The question is how will we track and measure how much value a funded project is provided?
There are blockchain history elements generated for all payouts, just as there are for content payouts today. UIs like the many we have for existing Steem functions will process this history show the data. We know who are the largest earners on author payouts, curation, who is powering up and powering down, etc. because of the many UIs and reports that have been created by the community to show this kind of data.
The initial version includes a pretty limited web UI that shows proposals and allows for voting on them but I have no doubt that over time many additional UIs will be created to show the data in more and different ways (some may even have their funding provided by SPS, some may not)
What I meant to express but did not word very well is will the UI allow for us to track the metrics of projects so we can determine the success or failure based on how much a certain project is contributing to success measures?
If it's retention stats, or if it's the Steem price, or if it is something else, I think every project which is asking for funding should have a business plan with a profit motive.
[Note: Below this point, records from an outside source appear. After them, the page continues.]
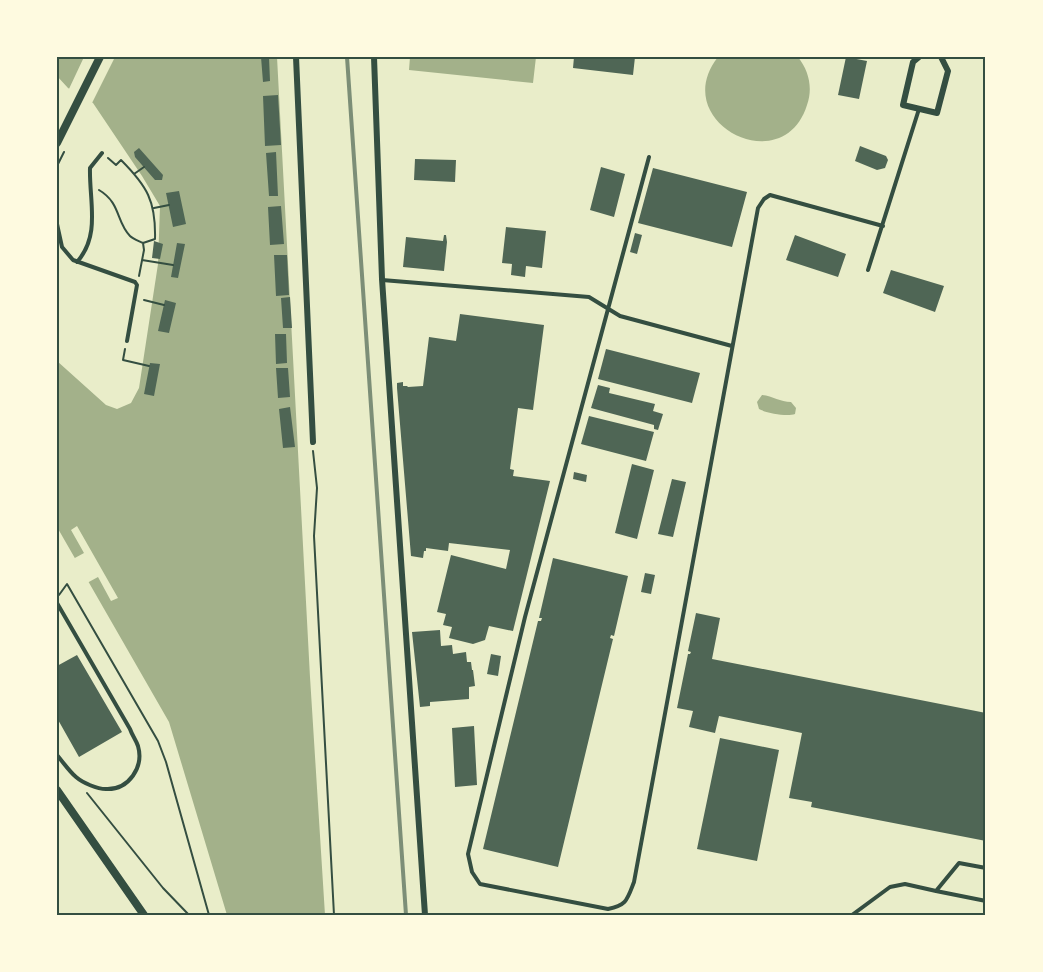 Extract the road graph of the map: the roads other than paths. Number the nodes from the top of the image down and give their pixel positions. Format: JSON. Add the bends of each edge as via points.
{"nodes":[{"id":1,"x":100,"y":57,"type":"edge"},
{"id":2,"x":296,"y":57,"type":"edge"},
{"id":3,"x":374,"y":57,"type":"edge"},
{"id":4,"x":919,"y":57,"type":"edge"},
{"id":5,"x":941,"y":57,"type":"edge"},
{"id":6,"x":919,"y":109,"type":"junction"},
{"id":7,"x":57,"y":143,"type":"edge"},
{"id":8,"x":102,"y":153,"type":"dead end"},
{"id":9,"x":649,"y":157,"type":"dead end"},
{"id":10,"x":57,"y":224,"type":"edge"},
{"id":11,"x":883,"y":226,"type":"junction"},
{"id":12,"x":77,"y":262,"type":"junction"},
{"id":13,"x":868,"y":270,"type":"dead end"},
{"id":14,"x":382,"y":279,"type":"junction"},
{"id":15,"x":608,"y":307,"type":"junction"},
{"id":16,"x":127,"y":341,"type":"road end"},
{"id":17,"x":732,"y":346,"type":"junction"},
{"id":18,"x":313,"y":442,"type":"road end"},
{"id":19,"x":57,"y":603,"type":"edge"},
{"id":20,"x":57,"y":755,"type":"edge"},
{"id":21,"x":57,"y":790,"type":"edge"},
{"id":22,"x":986,"y":868,"type":"edge"},
{"id":23,"x":936,"y":891,"type":"junction"},
{"id":24,"x":986,"y":901,"type":"edge"},
{"id":25,"x":144,"y":915,"type":"edge"},
{"id":26,"x":425,"y":915,"type":"edge"},
{"id":27,"x":852,"y":915,"type":"edge"}],
"edges":[{"from":1,"to":7,"type":"street"},
{"from":2,"to":18,"type":"street"},
{"from":3,"to":14,"type":"street"},
{"from":4,"to":6,"type":"street","via":[[913,63],[903,105]]},
{"from":5,"to":6,"type":"street","via":[[948,71],[937,113]]},
{"from":6,"to":11,"type":"lane"},
{"from":8,"to":12,"type":"lane","via":[[90,168],[92,229],[86,250]]},
{"from":9,"to":15,"type":"lane"},
{"from":10,"to":12,"type":"lane","via":[[62,247]]},
{"from":11,"to":13,"type":"lane"},
{"from":11,"to":17,"type":"lane","via":[[770,195],[764,199],[758,208]]},
{"from":12,"to":16,"type":"lane","via":[[137,285]]},
{"from":14,"to":15,"type":"lane","via":[[589,297]]},
{"from":14,"to":26,"type":"street"},
{"from":15,"to":17,"type":"lane","via":[[620,316]]},
{"from":15,"to":17,"type":"lane","via":[[525,617],[468,854],[480,884],[608,909],[627,901],[634,882]]},
{"from":19,"to":20,"type":"lane","via":[[130,729],[139,759],[129,781],[121,787],[106,789],[75,776]]},
{"from":21,"to":25,"type":"street"},
{"from":22,"to":23,"type":"lane","via":[[959,863]]},
{"from":23,"to":24,"type":"lane"},
{"from":23,"to":27,"type":"lane","via":[[905,884],[890,887]]}]}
The project can be a great idea but then how does it increase the price of Steem or bring in more users or make current users more active?
Example, a game in the style of DrugWars for example could bring in new users and increase the value of Steem too if it were designed the right way. The project could be funded via SPS and then every month report their success metrics such as how many users they are gaining each month, how much retention they have, this and we can look at if the price of Steem is going up or if people are powering up more etc.
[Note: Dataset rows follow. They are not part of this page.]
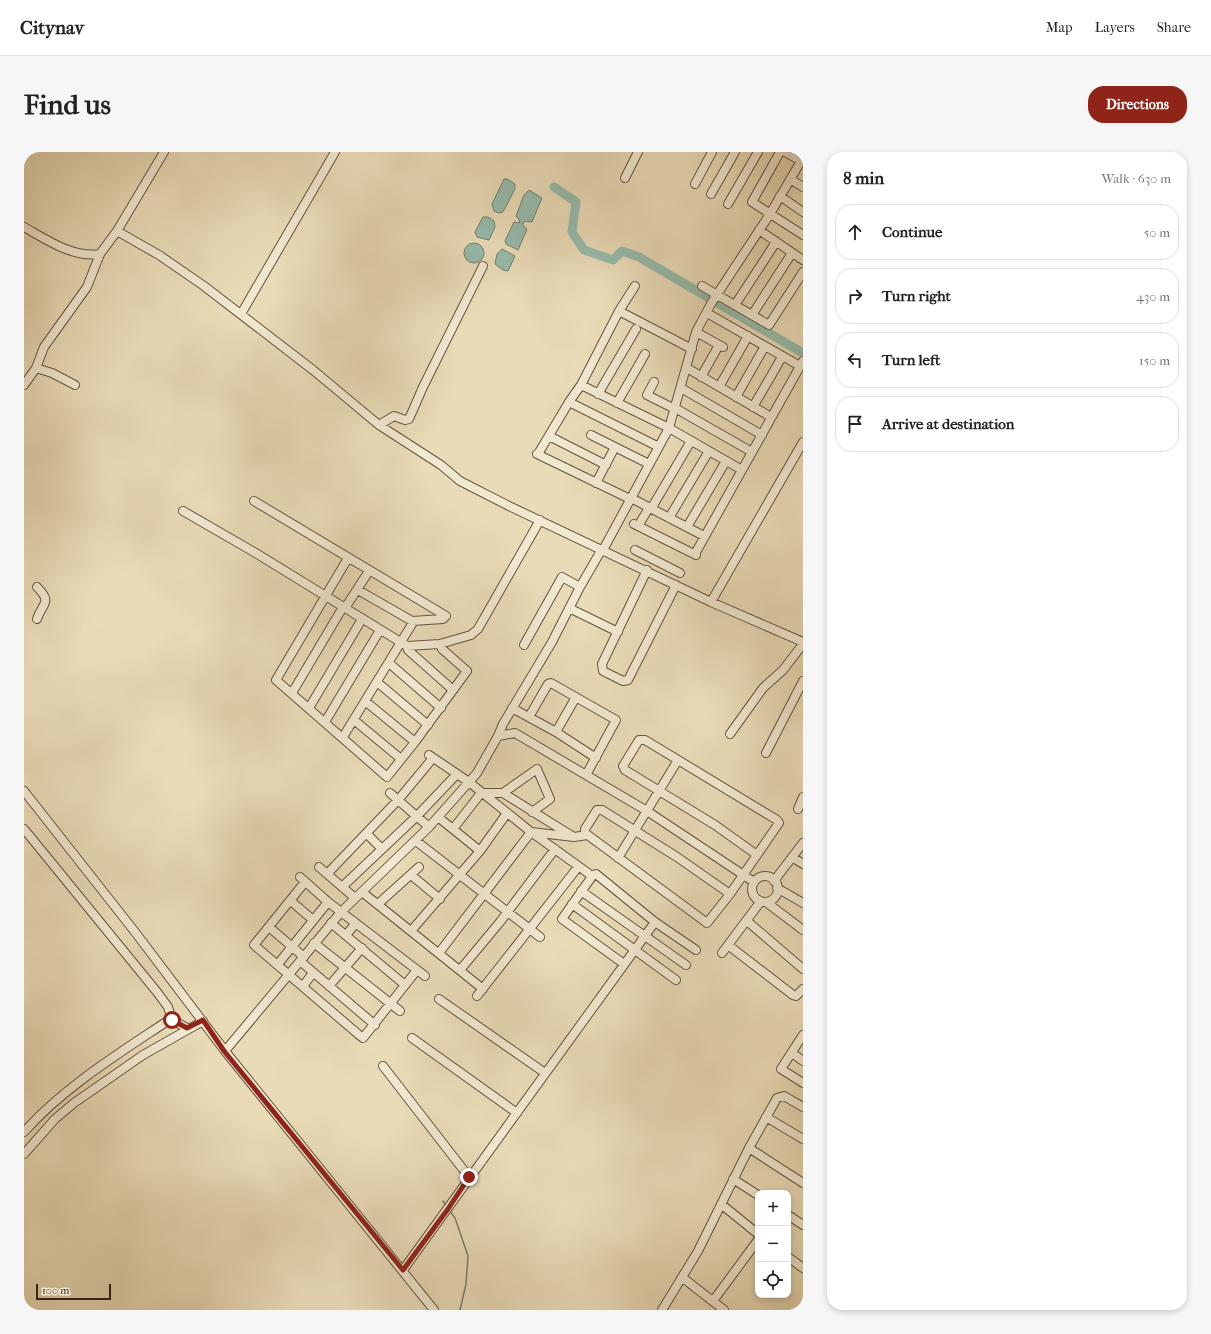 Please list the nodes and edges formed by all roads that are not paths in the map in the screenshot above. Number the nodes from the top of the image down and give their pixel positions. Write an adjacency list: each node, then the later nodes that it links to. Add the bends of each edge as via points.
1 (164, 152): 20 (street)
2 (335, 152): 35 (street)
3 (638, 152): 10 (street)
4 (712, 152): 12 (street)
5 (735, 152): 14 (street)
6 (758, 152): 16 (street)
7 (780, 152): 18 (street, via 752,202)
8 (785, 152): 9 (street)
9 (802, 159): 11 (street)
10 (625, 178)
11 (790, 179): 13 (street); 15 (street)
12 (695, 184)
13 (803, 187)
14 (711, 194)
15 (780, 196): 17 (street); 18 (street)
16 (728, 204)
17 (803, 212)
18 (770, 214): 21 (street); 22 (street)
19 (24, 227): 25 (street, via 74,253 89,256)
20 (117, 230): 25 (street); 35 (street, via 189,275)
21 (759, 230): 23 (street); 31 (street)
22 (803, 236)
23 (776, 242): 24 (street); 32 (street)
24 (792, 253): 26 (street); 36 (street)
25 (100, 254): 45 (street, via 87,287 44,346)
26 (803, 260)
27 (483, 266): 61 (street, via 423,387 410,419 407,421 394,416)
28 (803, 272): 36 (street, via 769,325)
29 (635, 286): 33 (street)
30 (702, 286): 31 (street)
31 (715, 298): 32 (street); 34 (street)
32 (735, 305): 36 (street)
33 (619, 311): 41 (street); 51 (street)
34 (707, 313): 38 (street); 39 (street)
35 (241, 314): 61 (street)
36 (752, 315)
37 (636, 329): 54 (street)
38 (696, 332): 41 (street); 47 (street, via 721,346)
39 (748, 336): 40 (street); 52 (street)
40 (765, 346): 43 (street); 55 (street)
41 (692, 349): 46 (street)
42 (645, 354): 57 (street)
43 (782, 357): 44 (street); 58 (street)
44 (801, 364): 60 (street)
45 (36, 368): 49 (street); 50 (street)
46 (687, 368): 47 (street); 53 (street)
47 (701, 376): 52 (street)
48 (654, 382): 59 (street, via 647,395)
49 (24, 385)
50 (75, 385)
51 (581, 385): 54 (street); 56 (street)
52 (719, 387): 55 (street)
53 (681, 388): 59 (street); 64 (street)
54 (598, 394): 57 (street)
55 (736, 397): 58 (street)
56 (569, 402): 65 (street); 69 (street)
57 (617, 403): 62 (street)
58 (753, 407): 60 (street)
59 (675, 408): 62 (street); 71 (street)
60 (771, 417): 64 (street)
61 (379, 425): 82 (street, via 441,465 460,481)
62 (669, 428): 66 (street); 69 (street)
63 (591, 435): 68 (street)
64 (762, 435): 71 (street)
65 (549, 436): 74 (street); 76 (street, via 538,454)
66 (691, 441): 70 (street); 79 (street)
67 (803, 442): 95 (street)
68 (615, 446): 73 (street); 74 (street)
69 (659, 446): 73 (street)
70 (708, 451): 72 (street); 81 (street)
71 (752, 452): 75 (street)
72 (726, 461): 75 (street); 83 (street)
73 (649, 464): 77 (street)
74 (606, 465): 76 (street)
75 (742, 470): 84 (street)
76 (596, 483): 77 (street)
77 (630, 499): 79 (street); 85 (street)
78 (254, 501): 86 (street)
79 (650, 509): 81 (street); 84 (street, via 636,525 696,554)
80 (183, 511): 94 (street)
81 (669, 518): 83 (street)
82 (540, 520): 85 (street); 104 (street, via 478,629 471,635)
83 (687, 527): 84 (street)
84 (704, 536)
85 (602, 549): 87 (street); 92 (street)
86 (348, 558): 89 (street); 94 (street)
87 (629, 562): 88 (street); 90 (street, via 636,548 682,570)
88 (646, 570): 90 (street); 102 (street)
89 (369, 571): 93 (street); 100 (street, via 446,616)
90 (675, 584): 95 (street); 102 (street, via 625,682 603,671 602,668)
91 (38, 587): 98 (street, via 45,595 46,601)
92 (580, 587): 97 (street); 105 (street, via 562,577)
93 (358, 590): 96 (street); 100 (street)
94 (325, 596): 96 (street); 111 (street, via 276,680)
95 (711, 602): 103 (street)
96 (344, 608): 99 (street); 111 (street)
97 (570, 608): 102 (street); 116 (street)
98 (37, 619)
99 (362, 619): 101 (street); 114 (street)
100 (412, 621): 106 (street)
101 (380, 630): 106 (street); 119 (street)
102 (618, 632)
103 (803, 643): 122 (street, via 783,670 763,688)
104 (440, 644): 106 (street); 110 (street, via 442,649 467,671)
105 (524, 644)
106 (404, 645): 107 (street); 110 (street)
107 (389, 663): 109 (street); 115 (street)
108 (803, 681): 126 (street)
109 (377, 682): 113 (street); 120 (street)
110 (453, 690): 115 (street)
111 (292, 693): 114 (street)
112 (576, 697): 117 (street, via 551,683 548,684); 121 (street); 127 (street, via 616,720)
113 (365, 701): 118 (street); 125 (street)
114 (309, 708): 119 (street)
115 (441, 708): 120 (street)
116 (512, 708): 117 (street); 123 (street)
117 (529, 717): 121 (street)
118 (354, 720): 124 (street); 128 (street)
119 (325, 722): 124 (street)
120 (428, 725): 125 (street)
121 (556, 732): 127 (street)
122 (730, 734)
123 (498, 736): 131 (street, via 515,732); 132 (street, via 482,766)
124 (343, 737): 128 (street, via 387,777)
125 (415, 742): 128 (street)
126 (766, 753)
127 (596, 758): 131 (street)
128 (401, 759)
129 (678, 760): 134 (street); 134 (street, via 641,740 623,766); 159 (street, via 777,820 779,823)
130 (457, 774): 132 (street); 139 (street, via 431,756); 144 (street)
131 (586, 775): 141 (street)
132 (469, 782): 136 (street); 145 (street)
133 (24, 791): 230 (street)
134 (659, 792): 141 (street); 159 (street, via 715,825)
135 (390, 793): 139 (street)
136 (481, 793): 137 (street); 143 (street); 147 (street)
137 (503, 793): 142 (street); 142 (street, via 537,769 550,799)
138 (803, 797): 140 (street)
139 (399, 799): 144 (street); 151 (street)
140 (798, 809)
141 (647, 810): 149 (street); 170 (street)
142 (532, 812): 153 (street)
143 (507, 813): 150 (street); 158 (street)
144 (417, 816): 146 (street); 156 (street)
145 (438, 817): 146 (street); 147 (street)
146 (429, 827): 154 (street)
147 (453, 829): 158 (street)
148 (24, 830): 229 (street, via 157,992 168,1007)
149 (635, 830): 152 (street, via 597,810 585,829); 161 (street); 177 (street)
150 (531, 832): 153 (street); 157 (street); 176 (street)
151 (367, 834): 156 (street); 167 (street)
152 (587, 835): 153 (street); 161 (street)
153 (574, 837)
154 (416, 840): 169 (street); 175 (street)
155 (803, 843): 160 (street)
156 (382, 849): 173 (street)
157 (555, 849): 165 (street); 186 (street)
158 (480, 851): 169 (street)
159 (758, 855): 170 (street)
160 (792, 857): 162 (street); 172 (street)
161 (618, 858): 177 (street, via 705,923)
162 (803, 864)
163 (319, 867): 167 (street)
164 (419, 867): 168 (street)
165 (578, 867): 166 (street); 194 (street)
166 (588, 873)
167 (327, 874): 173 (street)
168 (411, 875): 179 (street); 184 (street)
169 (460, 875): 176 (street); 179 (street)
170 (743, 875): 171 (street); 177 (street)
171 (754, 882): 172 (street, via 764,876); 181 (street, via 753,893)
172 (776, 885): 181 (street, via 776,895); 183 (street)
173 (342, 887): 178 (street)
174 (581, 891): 185 (street); 190 (street, via 596,874); 198 (street)
175 (362, 892): 178 (street); 184 (street)
176 (484, 893): 186 (street); 206 (street)
177 (730, 894)
178 (355, 898): 187 (street)
179 (440, 899): 196 (street)
180 (291, 901): 182 (street, via 303,880); 188 (street); 193 (street)
181 (764, 901): 189 (street); 195 (street)
182 (328, 902): 187 (street); 188 (street)
183 (803, 903)
184 (378, 904): 196 (street)
185 (572, 904): 204 (street); 210 (street, via 563,916 564,922)
186 (506, 911): 194 (street); 215 (street, via 500,922)
187 (341, 912): 191 (street); 192 (street)
188 (312, 920): 202 (street)
189 (747, 921): 201 (street); 213 (street)
190 (655, 922): 198 (street); 205 (street)
191 (356, 923): 197 (street); 214 (street)
192 (331, 924): 197 (street); 200 (street)
193 (269, 927): 202 (street); 209 (street, via 254,945)
194 (529, 928): 199 (street); 223 (street)
195 (803, 930)
196 (411, 931): 206 (street)
197 (346, 935): 203 (street)
198 (645, 936): 204 (street); 211 (street)
199 (540, 937)
200 (314, 943): 208 (street); 212 (street)
201 (728, 945): 207 (street); 224 (street, via 794,995)
202 (292, 947): 208 (street); 209 (street)
203 (362, 948): 212 (street); 220 (street)
204 (634, 950): 210 (street); 219 (street)
205 (696, 950)
206 (439, 953): 215 (street)
207 (722, 953)
208 (302, 959): 216 (street); 217 (street)
209 (278, 964): 217 (street)
210 (624, 964): 239 (street)
211 (686, 965)
212 (345, 968): 222 (street); 227 (street)
213 (803, 969)
214 (417, 970): 218 (street); 220 (street)
215 (460, 970): 223 (street)
216 (313, 973): 221 (street); 222 (street)
217 (289, 974): 221 (street); 235 (street)
218 (425, 976)
219 (676, 980)
220 (405, 985): 227 (street)
221 (304, 986): 231 (street, via 363,1038)
222 (329, 986): 231 (street)
223 (482, 989): 225 (street)
224 (803, 989)
225 (477, 996)
226 (439, 999): 239 (street)
227 (390, 1004): 228 (street); 231 (street)
228 (400, 1010)
229 (172, 1020): 232 (street); 244 (street, via 131,1045 76,1085 39,1115)
230 (203, 1020): 232 (street); 235 (street)
231 (375, 1025)
232 (187, 1028): 247 (street, via 74,1103)
233 (412, 1038): 242 (street)
234 (802, 1038): 236 (street)
235 (224, 1051): 259 (street)
236 (792, 1053): 237 (street); 240 (street, via 781,1069)
237 (803, 1060)
238 (383, 1066): 248 (street)
239 (545, 1073): 242 (street)
240 (803, 1083)
241 (803, 1107): 243 (street, via 781,1096)
242 (517, 1113): 248 (street)
243 (766, 1117): 245 (street); 246 (street)
244 (24, 1132)
245 (803, 1139)
246 (749, 1148): 249 (street); 250 (street)
247 (24, 1154)
248 (469, 1177): 259 (street)
249 (733, 1179): 251 (street); 252 (street)
250 (803, 1182)
251 (755, 1193)
252 (721, 1204): 255 (street); 260 (street)
253 (791, 1217): 254 (street)
254 (803, 1225)
255 (755, 1232)
256 (755, 1244): 261 (street)
257 (791, 1259): 258 (street)
258 (803, 1268)
259 (403, 1270): 262 (street)
260 (682, 1278): 261 (street); 263 (street)
261 (713, 1301): 264 (street)
262 (434, 1310)
263 (662, 1310)
264 (724, 1310)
So yes, we can find a way to measure "profit". We just have to agree on which measures should represent profit.
Long term, I think the most important metric should be increase in the value of Steem tokens, but it's not always going to be easy to match that to work that is done, of course.
So I agree that other metrics will be useful for measuring proposals, and there's not going to be one or even a few metrics that will be useful for the wide variety of potential proposals. Marketing proposals could be the easiest to measure, IF they can show successful adoption by new users (especially if the users are retained over time).
The impact of new infrastructural features gets more difficult to measure, and I doubt any single metric is going to work for such things. Personally, my original vote is going to be based on how useful I think such a feature is (coupled with the price asked/etc) and my continued vote is going to depend on how well the task is being executed over time.
Can you elaborate on the dynamics of the system a bit? I mostly see it being compared to witness style voting but I know that isn’t quite accurate. How exactly is the threshold set of vests needed to fund a proposal? Can proposals be downvoted or are they an upvote only system like witnesses?
There is a return proposal (which gets votes like any other). Any proposals that get more votes than return get paid (until total funding runs out). Once the funding payout process reaches return, the remaining budget is put back in the pool and proposals below return are not funded.
The first thing I'm going to do immediately after activation is vote for return and I encourage others to do the same, then I will evaluate other proposals.
This is completely backwards. SPS proposals are (if I understand you correctly) funded by default, and only not funded if enough people vote against them.
Instead, only fund those that receive that baseline of votes.
This mechanism is intended to tax the creators of the ~10% share of the rewards pool they split between them, by default, and is the most regressive taxation example I am aware of in the history of the world, not just Steem. The ~90% of rewards that go to substantial stakeholders via stake weighting manipulations, curation rewards, and bidbot profits, aren't touched. Not even the tyrants waging the centuries of war in history left the nobility untaxed in that way.
You should learn from those examples. Kingdoms vanquished because the nobles refused to fund their defense shortly thereafter had no nobility. I once owned Cram's Unrivaled Atlas of the World from 1911. When that edition was published there were 1000 princes of Russia. After 1917 there were 0.
There is not even a mechanism for to 'vote against' a proposal so clearly you do not understand how SPS works.
That @blocktrades whose company developed the SPS code upvoted my comment ought to give you some clue that my answer was correct and you have no idea what you are talking about.
First, I wasn't discussing SPS itself, so don't confuse the issue. Further, as I was commenting exclusively on your explication of how that funding mechanism is controllable, the disparagement you apply to me actually reflects on your own explanation. This is what you said:
If 'return' isn't voting against a proposal, please explain what it actually is?
Return proposal goes to the reward pool?
It goes back to the SPS pool, which is separate from the reward pool that pays posts/comments.
Oh, so it's just saved for later?
It's an upvote only system, like witness voting. It is quite similar to witness voting.